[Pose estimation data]
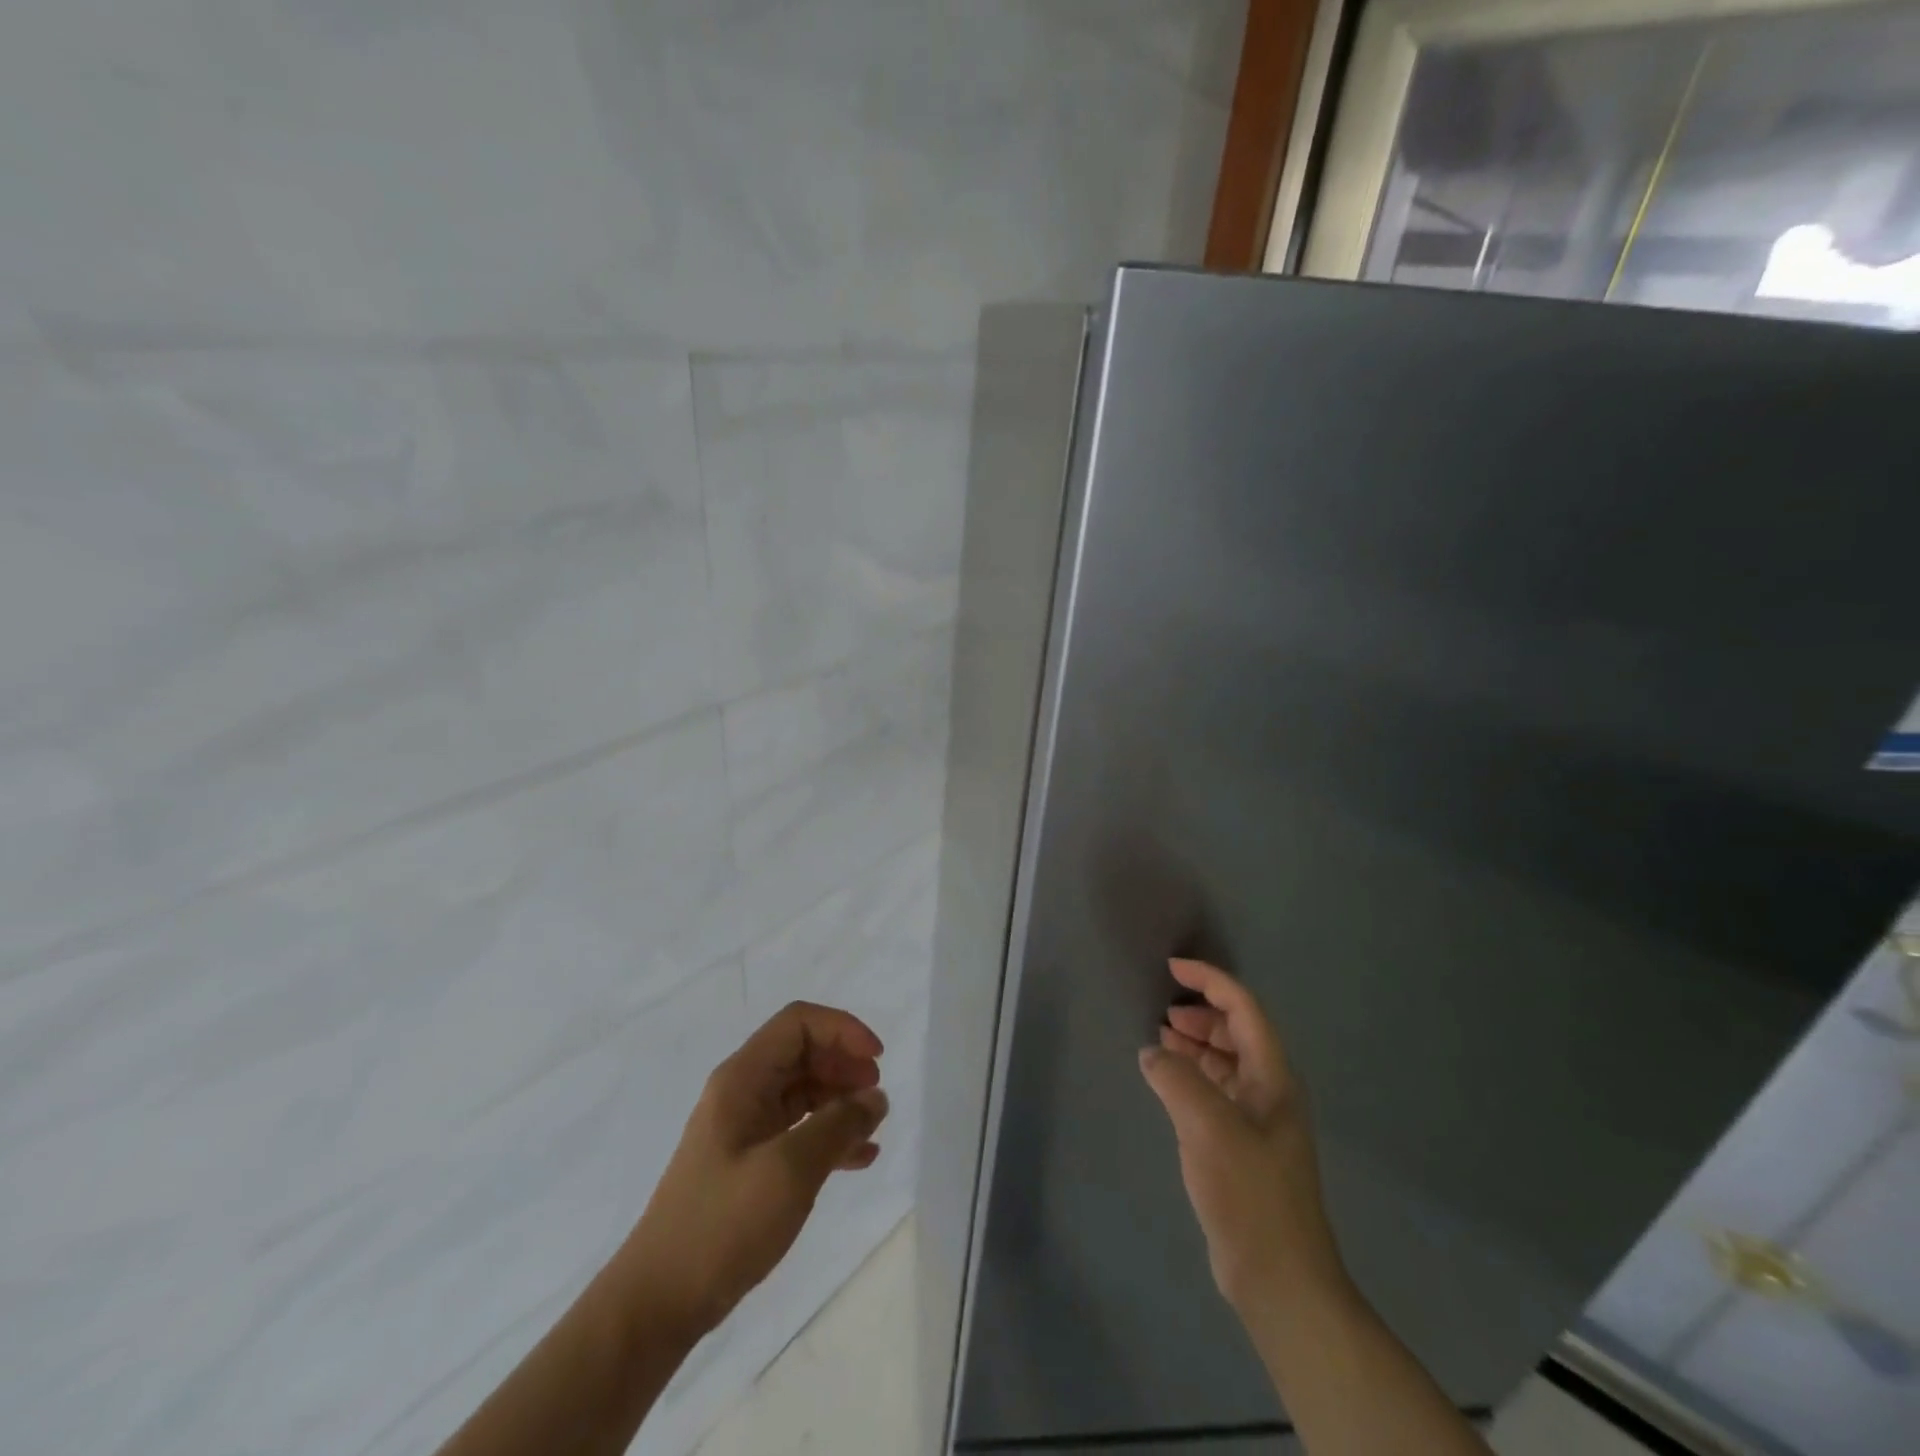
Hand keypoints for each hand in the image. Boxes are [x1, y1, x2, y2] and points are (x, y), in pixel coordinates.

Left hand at [614, 1002, 889, 1338]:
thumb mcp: (789, 1171)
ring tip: (873, 1126)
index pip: (798, 1023)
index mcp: (743, 1078)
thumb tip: (875, 1098)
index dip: (843, 1030)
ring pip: (803, 1091)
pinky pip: (798, 1130)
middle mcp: (743, 1092)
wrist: (657, 1303)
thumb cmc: (722, 1225)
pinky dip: (829, 1135)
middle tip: (876, 1096)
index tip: (877, 1061)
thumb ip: (838, 1126)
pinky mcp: (749, 1162)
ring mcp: (744, 1128)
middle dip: (845, 1064)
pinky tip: (858, 1159)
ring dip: (841, 1100)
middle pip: (803, 1052)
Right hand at [1139, 959, 1345, 1312]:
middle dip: (1202, 1012)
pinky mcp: (1242, 1145)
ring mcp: (1258, 1120)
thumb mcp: (1208, 1127)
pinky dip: (1192, 1074)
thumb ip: (1175, 1078)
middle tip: (1163, 1013)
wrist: (1279, 1279)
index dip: (1210, 980)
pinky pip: (1216, 1090)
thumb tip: (1152, 1052)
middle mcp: (1271, 1090)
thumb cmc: (1250, 1194)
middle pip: (1237, 1031)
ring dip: (1196, 1043)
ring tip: (1160, 1039)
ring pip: (1226, 1061)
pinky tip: (1168, 1081)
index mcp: (1274, 1077)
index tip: (1172, 968)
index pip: (1244, 1008)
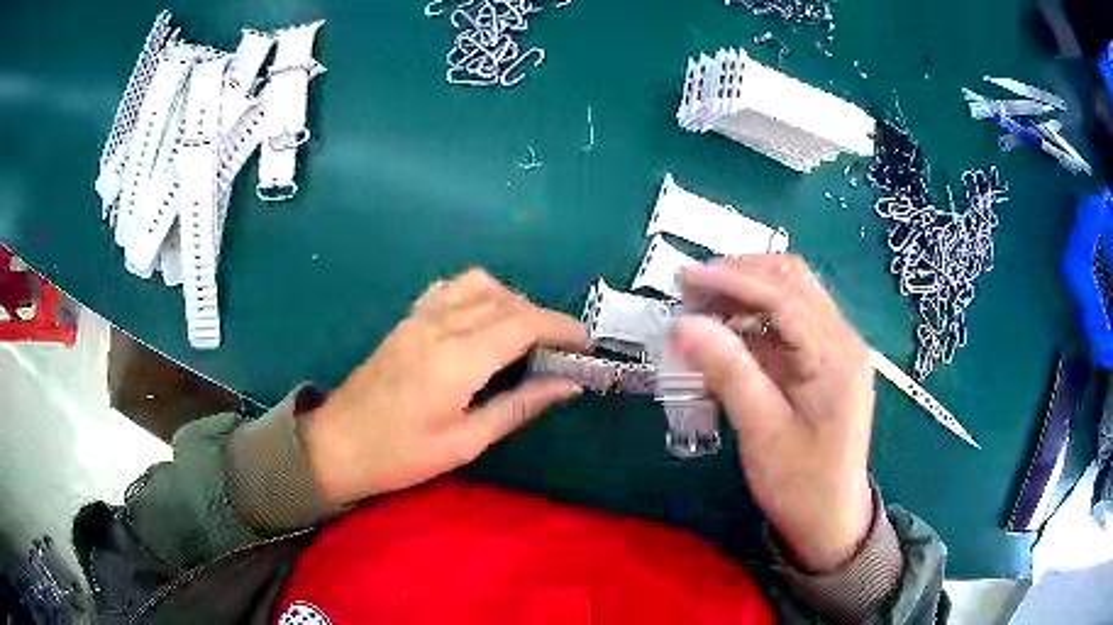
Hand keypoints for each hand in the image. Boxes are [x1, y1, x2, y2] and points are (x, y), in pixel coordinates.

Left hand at [300, 269, 587, 506]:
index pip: (523, 324)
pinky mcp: (407, 319)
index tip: (585, 345)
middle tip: (563, 349)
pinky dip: (479, 294)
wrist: (336, 445)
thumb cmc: (400, 456)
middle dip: (544, 318)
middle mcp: (439, 325)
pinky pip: (451, 288)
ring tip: (525, 335)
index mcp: (456, 359)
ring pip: (479, 284)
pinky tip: (484, 321)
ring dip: (512, 300)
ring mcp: (419, 317)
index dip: (561, 328)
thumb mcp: (465, 443)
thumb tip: (567, 385)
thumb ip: (518, 407)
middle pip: (506, 301)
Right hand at [673, 256, 874, 572]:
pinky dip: (755, 319)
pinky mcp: (825, 362)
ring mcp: (837, 349)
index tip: (685, 279)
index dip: (733, 281)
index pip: (785, 297)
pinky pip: (790, 323)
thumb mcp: (762, 432)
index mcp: (837, 357)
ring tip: (701, 305)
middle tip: (690, 289)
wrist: (831, 519)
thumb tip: (683, 325)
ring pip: (791, 296)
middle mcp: (843, 340)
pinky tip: (726, 331)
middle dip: (740, 276)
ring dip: (746, 292)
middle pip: (793, 281)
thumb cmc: (800, 484)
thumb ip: (728, 372)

## EXERCISE DIRECTIONS
Without the pictures, give again exactly the lines above starting at the line containing "index mcp: (1274, 1077)" and ending at the line containing "index tip: (585, 345)".

## TASK OUTPUT
index mcp: (1274, 1077)
index tip: (1172, 968)
index pip: (1244, 1008)
Hand keypoints for each hand in the image. Boxes are [x1, y1, x2, y2] and points are (x, y), in pixel coordinates.

Left hand at [300, 269, 587, 506]:
index pip: (523, 324)
pinky mcp: (407, 319)
index tip: (585, 345)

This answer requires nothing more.